Recorded data

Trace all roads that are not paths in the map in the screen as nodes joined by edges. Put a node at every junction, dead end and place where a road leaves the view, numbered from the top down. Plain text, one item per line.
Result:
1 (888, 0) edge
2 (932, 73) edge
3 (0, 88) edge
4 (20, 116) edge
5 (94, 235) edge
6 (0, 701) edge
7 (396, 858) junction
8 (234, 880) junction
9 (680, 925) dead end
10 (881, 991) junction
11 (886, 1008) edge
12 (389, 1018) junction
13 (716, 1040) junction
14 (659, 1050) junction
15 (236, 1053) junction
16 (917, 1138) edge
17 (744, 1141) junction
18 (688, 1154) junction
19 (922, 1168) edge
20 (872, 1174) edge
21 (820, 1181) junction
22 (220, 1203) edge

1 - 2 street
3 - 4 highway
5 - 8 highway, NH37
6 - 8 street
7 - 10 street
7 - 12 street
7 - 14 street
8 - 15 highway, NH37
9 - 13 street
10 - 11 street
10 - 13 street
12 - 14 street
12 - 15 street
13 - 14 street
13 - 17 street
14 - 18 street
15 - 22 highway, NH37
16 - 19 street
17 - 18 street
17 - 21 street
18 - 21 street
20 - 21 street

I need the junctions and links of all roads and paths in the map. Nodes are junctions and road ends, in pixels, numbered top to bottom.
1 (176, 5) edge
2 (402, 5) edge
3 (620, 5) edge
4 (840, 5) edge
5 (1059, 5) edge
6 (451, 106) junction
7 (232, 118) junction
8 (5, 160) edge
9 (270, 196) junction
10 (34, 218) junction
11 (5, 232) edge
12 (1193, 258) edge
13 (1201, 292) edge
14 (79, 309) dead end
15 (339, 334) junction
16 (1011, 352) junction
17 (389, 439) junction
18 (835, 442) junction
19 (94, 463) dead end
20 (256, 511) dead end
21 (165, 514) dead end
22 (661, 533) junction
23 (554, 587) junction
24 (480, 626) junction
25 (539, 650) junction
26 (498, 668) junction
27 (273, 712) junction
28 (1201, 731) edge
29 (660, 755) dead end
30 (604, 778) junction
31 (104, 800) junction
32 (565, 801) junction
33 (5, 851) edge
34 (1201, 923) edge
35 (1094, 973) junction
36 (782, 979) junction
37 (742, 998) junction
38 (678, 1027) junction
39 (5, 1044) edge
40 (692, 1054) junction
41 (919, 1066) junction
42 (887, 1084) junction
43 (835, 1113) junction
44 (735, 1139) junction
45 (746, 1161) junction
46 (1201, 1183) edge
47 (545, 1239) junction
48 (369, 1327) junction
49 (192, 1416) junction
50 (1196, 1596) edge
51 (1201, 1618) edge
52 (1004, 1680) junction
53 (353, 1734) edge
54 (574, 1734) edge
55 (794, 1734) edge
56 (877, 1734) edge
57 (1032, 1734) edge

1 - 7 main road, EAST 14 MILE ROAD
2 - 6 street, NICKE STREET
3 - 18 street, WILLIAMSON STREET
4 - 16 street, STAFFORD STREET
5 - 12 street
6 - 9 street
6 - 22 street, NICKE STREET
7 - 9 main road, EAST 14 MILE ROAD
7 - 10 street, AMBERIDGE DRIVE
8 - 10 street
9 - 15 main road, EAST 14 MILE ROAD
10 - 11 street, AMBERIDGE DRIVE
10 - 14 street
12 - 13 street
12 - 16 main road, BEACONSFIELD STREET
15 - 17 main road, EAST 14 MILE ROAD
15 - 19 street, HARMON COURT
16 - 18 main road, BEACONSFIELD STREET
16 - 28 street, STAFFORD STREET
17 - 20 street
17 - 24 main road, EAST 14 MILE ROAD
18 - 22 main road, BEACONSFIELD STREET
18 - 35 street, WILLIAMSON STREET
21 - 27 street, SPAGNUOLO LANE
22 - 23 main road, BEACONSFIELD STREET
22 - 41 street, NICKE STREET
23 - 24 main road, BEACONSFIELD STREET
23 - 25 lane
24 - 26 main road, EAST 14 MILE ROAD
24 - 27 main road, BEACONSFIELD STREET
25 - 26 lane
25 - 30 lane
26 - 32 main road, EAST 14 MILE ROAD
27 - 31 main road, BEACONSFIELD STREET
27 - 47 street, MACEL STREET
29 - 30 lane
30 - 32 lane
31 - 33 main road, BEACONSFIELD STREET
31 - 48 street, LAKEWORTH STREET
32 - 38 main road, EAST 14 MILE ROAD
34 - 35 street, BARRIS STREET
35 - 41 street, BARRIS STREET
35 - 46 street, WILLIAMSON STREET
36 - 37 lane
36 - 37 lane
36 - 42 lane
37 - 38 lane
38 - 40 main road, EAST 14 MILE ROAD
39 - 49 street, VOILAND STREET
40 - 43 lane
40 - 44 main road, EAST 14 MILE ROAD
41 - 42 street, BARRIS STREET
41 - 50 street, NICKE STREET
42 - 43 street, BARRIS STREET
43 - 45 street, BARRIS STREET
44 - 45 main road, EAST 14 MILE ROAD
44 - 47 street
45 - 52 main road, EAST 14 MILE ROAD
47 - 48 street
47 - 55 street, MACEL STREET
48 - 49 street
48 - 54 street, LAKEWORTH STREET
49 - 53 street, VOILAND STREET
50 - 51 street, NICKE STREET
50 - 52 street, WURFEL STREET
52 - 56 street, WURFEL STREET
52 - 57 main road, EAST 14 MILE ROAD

Task to complete
Starting from the data above, filter for lines with "LAKEWORTH" and copy each one.

Output for this task
31 - 48 street, LAKEWORTH STREET
48 - 54 street, LAKEWORTH STREET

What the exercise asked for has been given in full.